February 15, 2021

Baby Aeres' Birth Story

I didn't remember I had these, but I found the pictures I took at Aeres' birth last night! So it seems fitting to share the wild story of that night to accompany them. This blog was around at the time, but I've never written about it before.

On Thursday, June 9, 2011 at almost 8pm, Nick and I had just finished dinner when my phone rang. It was Lisa, Connor's breeder, asking if I would come stay at her house that night because a maiden mare was close to foaling, and her dad was having a medical emergency several states away. She said she didn't think the mare was going to go that night, but my presence would make her feel better, especially since it was Athanasia's first time and that mare means so much to her.

(Side note: I had only known Lisa for a year at that point and it would be another half year after that before I would own one of her ponies, but I was tickled she trusted me enough to call!)

But mares being mares, of course she foaled that night, and that's the story of how I came to be at Aeres' birth.

Normally she doesn't foal on shavings but hopefully you understand the crazy circumstances around this birth, nothing was ideal

It was a hot night. She foaled close to midnight. I still remember giving Lisa the play-by-play over the phone (no video calls then!) and how excited she was that she was black, before we knew if it was a filly or a colt.

Welcome to the world, Baby Aeres!

I had attended one birth before, in high school, when the Thoroughbred people I worked for had a mare go at 6am on a school day. When my mom dropped me off at the office late for school that day, the office staff asked why I was tardy, and my mom said "We saw the birth of a baby horse this morning and they lost both the mom and baby" and the office ladies were like "Ohhh....ohhhh...just...go to class." It was...extremely traumatic.

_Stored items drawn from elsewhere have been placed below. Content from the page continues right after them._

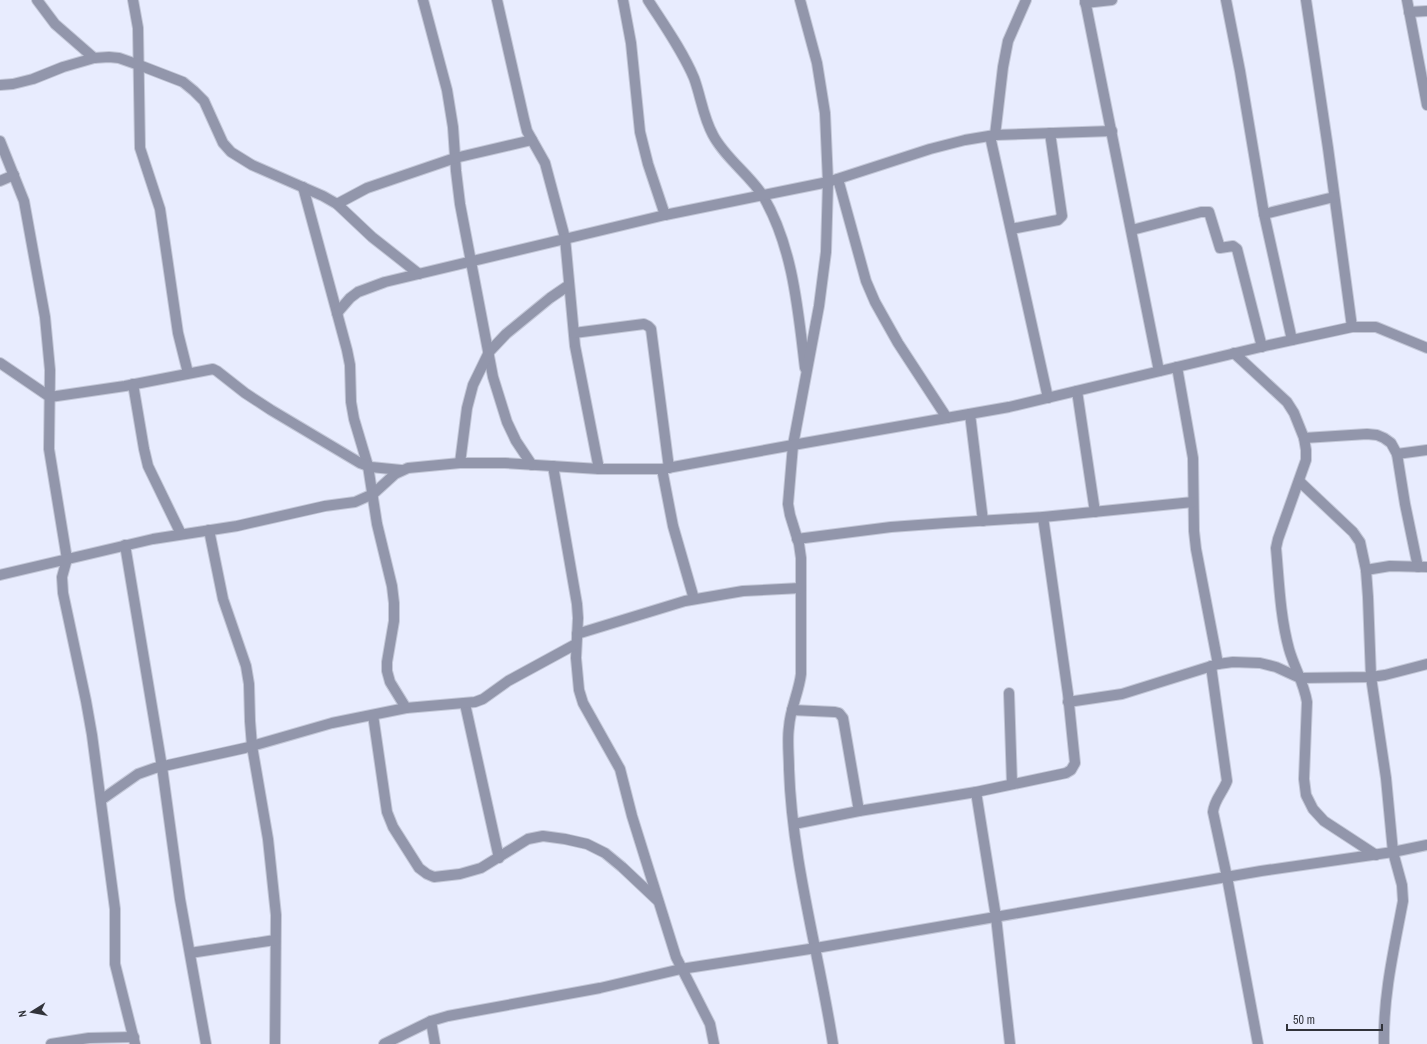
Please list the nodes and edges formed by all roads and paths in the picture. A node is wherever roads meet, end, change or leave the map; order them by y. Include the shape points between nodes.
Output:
1 (37, 0) edge
2 (133, 0) edge
3 (423, 0) edge
4 (497, 0) edge
5 (623, 0) edge
6 (648, 0) edge
7 (800, 0) edge
8 (1026, 0) edge
9 (1112, 0) edge
10 (1226, 0) edge
11 (1306, 0) edge
12 (1406, 0) edge
13 (1085, 2) edge
14 (1427, 10) edge
15 (1409, 12) junction
16 (94, 58) junction
17 (139, 65) junction
18 (0, 85) edge
19 (1426, 94) edge
20 (1427, 105) edge
21 (1112, 131) junction
22 (1050, 133) junction
23 (992, 136) junction
24 (532, 140) junction
25 (0, 141) edge
26 (455, 158) junction
27 (14, 175) junction
28 (838, 179) junction
29 (0, 181) edge
30 (828, 182) junction
31 (303, 187) junction
32 (762, 195) junction
33 (1334, 197) junction
34 (337, 204) junction
35 (1264, 214) junction
36 (665, 215) junction
37 (1011, 229) junction
38 (1132, 230) junction
39 (564, 238) junction
40 (471, 261) junction
41 (419, 274) junction
42 (569, 284) junction
43 (337, 313) junction
44 (1352, 327) junction
45 (574, 333) junction
46 (1292, 340) junction
47 (1262, 347) junction
48 (1427, 348) edge
49 (489, 352) junction
50 (1234, 353) junction
51 (0, 363) edge
52 (1178, 367) junction
53 (1159, 371) junction
54 (188, 373) junction
55 (806, 380) junction
56 (133, 384) junction
57 (1077, 391) junction
58 (50, 397) junction
59 (1048, 398) junction
60 (970, 414) junction
61 (947, 418) junction
62 (1304, 438) junction
63 (793, 445) junction
64 (1427, 450) edge
65 (1397, 454) junction
66 (460, 463) junction
67 (532, 465) junction
68 (368, 466) junction
69 (552, 466) junction
70 (666, 468) junction
71 (401, 470) junction
72 (599, 470) junction
73 (1299, 481) junction
74 (373, 494) junction
75 (1193, 502) junction
76 (1096, 512) junction
77 (1043, 517) junction
78 (983, 521) junction
79 (209, 530) junction
80 (181, 534) junction
81 (797, 539) junction
82 (125, 545) junction
83 (67, 559) junction
84 (1422, 567) edge
85 (1366, 570) junction
86 (0, 576) edge
87 (801, 588) junction
88 (694, 599) junction
89 (577, 639) junction
90 (1427, 664) edge
91 (1215, 665) junction
92 (1300, 678) junction
93 (1371, 678) junction
94 (1009, 694) dead end
95 (1068, 702) junction
96 (465, 704) junction
97 (406, 708) junction
98 (792, 710) junction
99 (373, 715) junction
100 (252, 746) junction
101 (162, 767) junction
102 (1012, 784) junction
103 (976, 792) junction
104 (101, 800) junction
105 (859, 811) junction
106 (794, 824) junction
107 (1427, 845) edge
108 (1393, 852) junction
109 (1376, 855) junction
110 (499, 858) junction
111 (1227, 877) junction
112 (658, 901) junction
113 (996, 917) junction
114 (275, 940) junction
115 (816, 948) junction
116 (190, 953) junction
117 (681, 969) junction
118 (431, 1021) junction
119 (135, 1040) edge
120 (51, 1044) edge
121 (206, 1044) edge
122 (275, 1044) edge
123 (384, 1044) edge
124 (435, 1044) edge
125 (714, 1044) edge
126 (833, 1044) edge
127 (1010, 1044) edge
128 (1258, 1044) edge
129 (1384, 1044) edge

1 - 16 street via 55,24
2 - 17 street via 138,28
3 - 26 street via 447,90
4 - 24 street via 527,131
5 - 36 street via 640,132
6 - 32 street via 683,54 714,137
7 - 30 street via 817,63 825,113
8 - 23 street via 1008,41
9 - 13 street
10 - 35 street
11 - 33 street
12 - 15 street
13 - 21 street
14 - 15 street
15 - 19 street
16 - 17 street via 114,58
16 - 18 street via 63,66 33,79
17 - 31 street via 183,82 194,91 204,101 223,143 231,152 252,165
17 - 54 street via 140,148 164,226 178,333
19 - 20 street
21 - 22 street
21 - 38 street
22 - 23 street
22 - 37 street via 1062,216 1058,220
23 - 28 street via 930,149
23 - 37 street
24 - 26 street
24 - 39 street via 545,163
25 - 27 street
26 - 34 street via 367,188
26 - 40 street via 460,204
27 - 29 street
27 - 58 street via 24,201 45,317
28 - 30 street
28 - 61 street via 866,281 875,302 898,343
30 - 32 street
30 - 55 street via 824,267
31 - 34 street
31 - 43 street
32 - 36 street
32 - 55 street via 774,217 791,271
33 - 35 street
33 - 44 street
34 - 41 street via 372,237
35 - 46 street
36 - 39 street
37 - 59 street
38 - 47 street via 1201,212 1210,212 1220,248 1233,246 1237,250
38 - 53 street
39 - 40 street
39 - 42 street
40 - 41 street
40 - 49 street
41 - 43 street via 358,292
42 - 45 street
42 - 49 street via 506,334
43 - 68 street via 350,365 354,419
44 - 46 street
44 - 48 street via 1376,327
45 - 70 street via 644,324 651,329
45 - 72 street
46 - 47 street
47 - 50 street
49 - 66 street via 473,385 467,408
49 - 67 street via 493,377 507,422
50 - 52 street
50 - 62 street via 1287,402
51 - 58 street
52 - 53 street
52 - 75 street via 1193,458
53 - 57 street
54 - 56 street
54 - 68 street via 208,369 217,371 271,410
55 - 63 street
56 - 58 street
56 - 80 street via 148,466
57 - 59 street
57 - 76 street
58 - 83 street via 49,449
59 - 60 street
60 - 61 street
60 - 78 street
61 - 63 street
62 - 65 street via 1377,435 1391,442
62 - 73 street via 1306,460
63 - 70 street
63 - 81 street via 788,504
64 - 65 street
65 - 84 street via 1405,504
66 - 67 street
66 - 71 street
67 - 69 street
68 - 71 street
68 - 74 street
69 - 72 street
69 - 89 street via 576,604
70 - 72 street
70 - 88 street via 673,526
71 - 74 street
73 - 85 street via 1353,532 1360,542
73 - 92 street via 1276,548 1284,627 1289,650
74 - 79 street via 348,504 325,506
74 - 97 street via 394,603 387,671 390,682
75 - 76 street
75 - 91 street via 1196,549
76 - 77 street
77 - 78 street
77 - 95 street
78 - 81 street via 891,527
79 - 80 street
79 - 100 street via 223,599 247,672
80 - 82 street
81 - 87 street via 801,558
82 - 83 street
82 - 101 street
83 - 86 street
83 - 104 street via 62,577 63,593 86,701
84 - 85 street via 1390,566
85 - 93 street
87 - 88 street via 743,591
87 - 98 street via 801,674
88 - 89 street via 654,610
89 - 96 street via 483,699
89 - 112 street via 576,658 583,703 620,769
90 - 93 street
91 - 92 street via 1233,662 1260,663
91 - 95 street via 1122,694
91 - 111 street via 1227,780 1213,812
92 - 93 street
92 - 109 street via 1307,702 1304,779 1306,795 1313,809 1324,821
93 - 108 street via 1386,778
94 - 102 street
95 - 102 street via 1076,763 1074,767 1066,773
96 - 97 street
96 - 110 street
97 - 99 street
98 - 105 street via 835,712 843,718
98 - 106 street via 788,728
99 - 100 street via 332,723
99 - 110 street via 387,812 393,827 418,868 434,877 460,874 481,868
100 - 101 street
100 - 114 street via 268,839 276,915
101 - 104 street via 138,774
101 - 116 street
102 - 103 street
103 - 105 street
103 - 113 street
104 - 119 street via 115,909 115,964
105 - 106 street
106 - 115 street
107 - 108 street
108 - 109 street
108 - 129 street via 1402,885 1403,901 1386,995
109 - 111 street
110 - 112 street via 528,839 543,836 587,844 622,867
111 - 113 street
111 - 128 street
112 - 117 street
113 - 115 street
113 - 127 street
114 - 116 street
114 - 122 street
115 - 117 street
115 - 126 street
116 - 121 street
117 - 118 street via 600,988
117 - 125 street via 710,1024
118 - 123 street
118 - 124 street
119 - 120 street via 89,1038

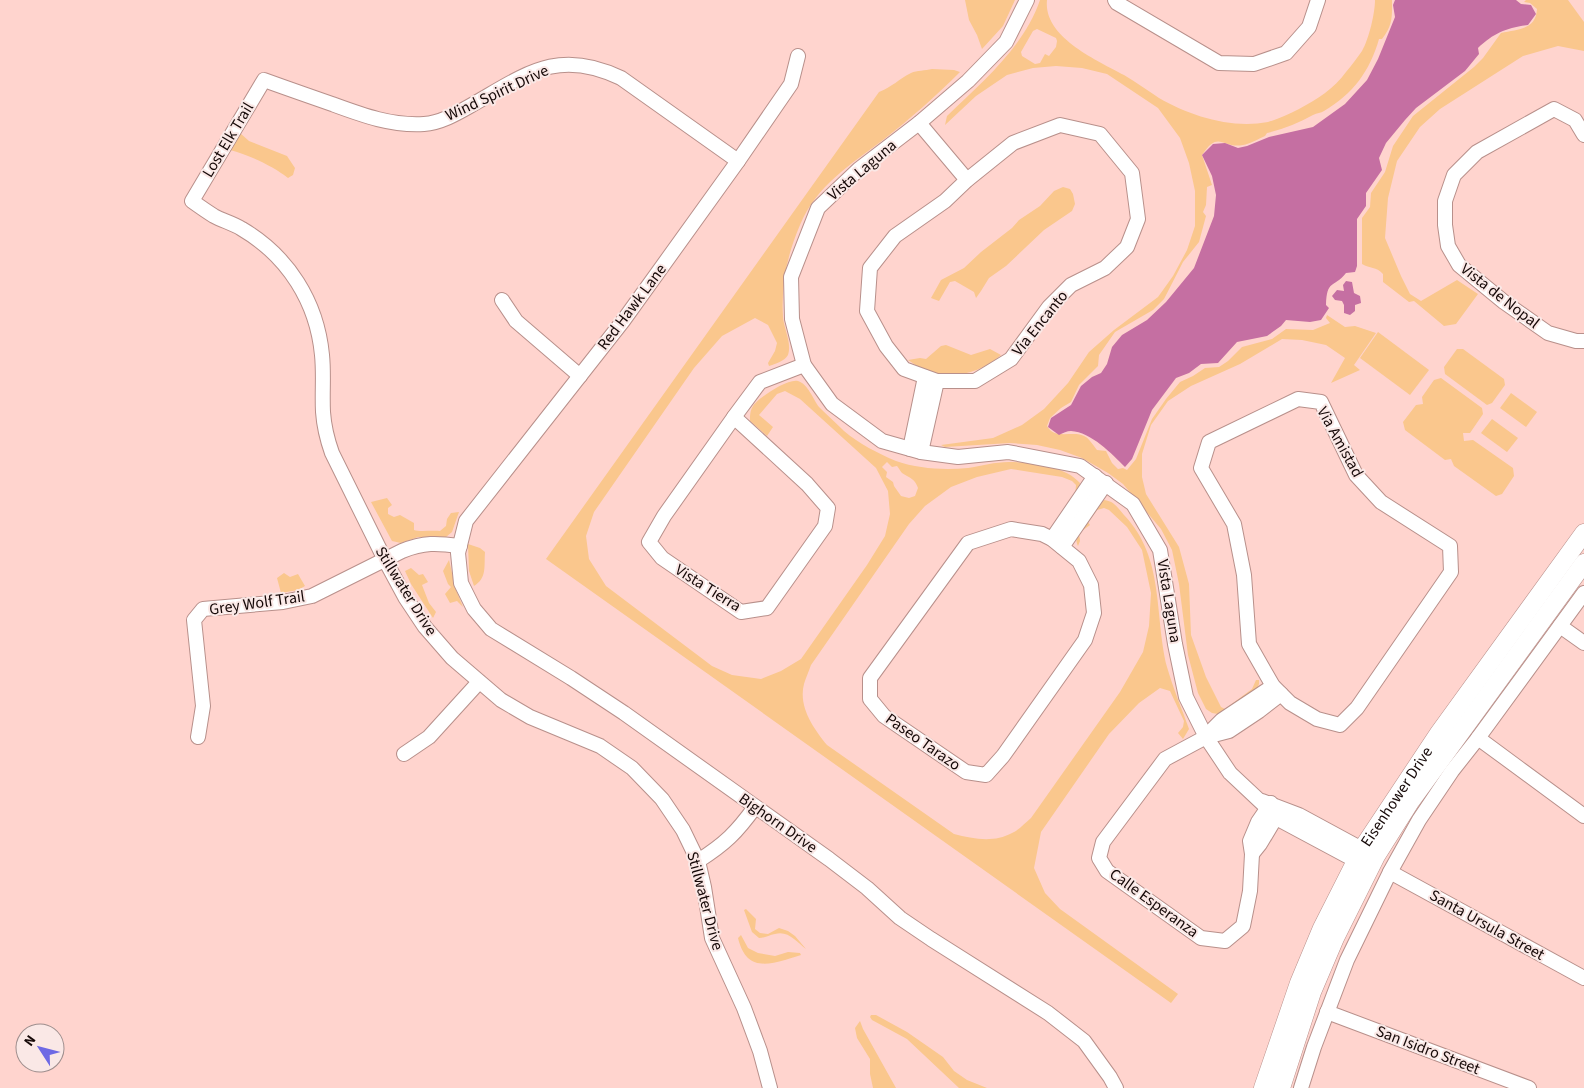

So Aeres was my first (and to this day, only!) time attending a successful live birth. Despite my inexperience, I knew theoretically what was supposed to happen, and it still made Lisa feel good just to have a horse person there at all.

Athanasia gave her a look right after she was born like, "Oh hey, where did you come from?"

She stood fairly quickly, after a few attempts and falls.

First time on those legs that would carry me a decade later!

But unfortunately, she WOULD. NOT. NURSE. And mama, being new to this, wasn't helping. We had so many fits and starts. Baby Aeres would get close to the milk bar and Athanasia would walk away, or the baby would try to nurse in the wrong spot, or baby would get tired and just give up and lay down for a bit. After I let them try to figure it out on their own for a while, I started trying to gently guide her to the right place, but she still wouldn't latch.

"Feed me"

By this point, it was well past 2 in the morning, I was supposed to be at work at 8am, and oh yeah, I was leaving later that day for my wedding reception in my hometown (we had eloped in Italy six months prior and were throwing a big party that weekend at my family friend's winery). 

All that said, none of that mattered in the moment and I'd do it again in a heartbeat: I wasn't going to leave without knowing that baby nursed. I was in constant contact with Lisa, and mostly pulled an all-nighter, besides a quick half-hour power nap in an armchair at one point.

Starting to dry off and show that gorgeous color

At 6am, Lisa had a vet on the way, and since her non-horsey boys were home to meet the vet, she told me to go home. 

I went straight to my workplace and pulled up still in my shorts and t-shirt I wore all night, right as my (thankfully very cool) boss was walking in at 7:45am. "Heyyyyyyyyyy Jim," I said, "I just pulled an all-nighter birthing a baby pony, do you mind if I go home and shower real quick?" I still remember the bemused look on his face when he said, "You cannot make that up, go."

In the end, everything ended up fine. She did eventually nurse, and she developed into a healthy little foal that two months later would take me waterskiing across a parking lot when a Blackhawk helicopter flew low over a Welsh show. (Our main showgrounds is right next to a military base, they have to get used to that!)

Me and this punk, we have history

And then not quite a decade later she'd come back to Lisa at exactly the right time to be my temporary ride. She's taught me so much, and definitely shaped my idea of what I'd like out of my next riding horse. But more on that in a future post!


  1. Replies
    1. It really is. Everything worked out so well!

  2. What a cool story! I had no idea you had all those experiences with her as a baby :)

    1. Yeah! I can't say I forgot about it, but aside from a "I was there when she was born" flitting through my brain here and there, I haven't really thought about that birth in many years. But it was cool, and is even cooler that she came back into my life all these years later!

  3. Great photos! What a beautiful baby she was.

    1. She really was! Lisa was so excited. There are only two mares related to this stallion she used in the US, and you're looking at them in these pictures.

  4. I just love this mare. She is freaking adorable. I love that you were there for all of that! How cool.

  5. I think it's super cool to be riding a horse you met at birth!

  6. I mean... if that's not fate.... Connor really wants a sister. He told me.

    1. A daughter of Aeres would make a great sister for Connor too! :-)

  7. What an awesome history you have with Aeres! Thank you for sharing.

  8. Such a cool story, and she was an ADORABLE bebeh!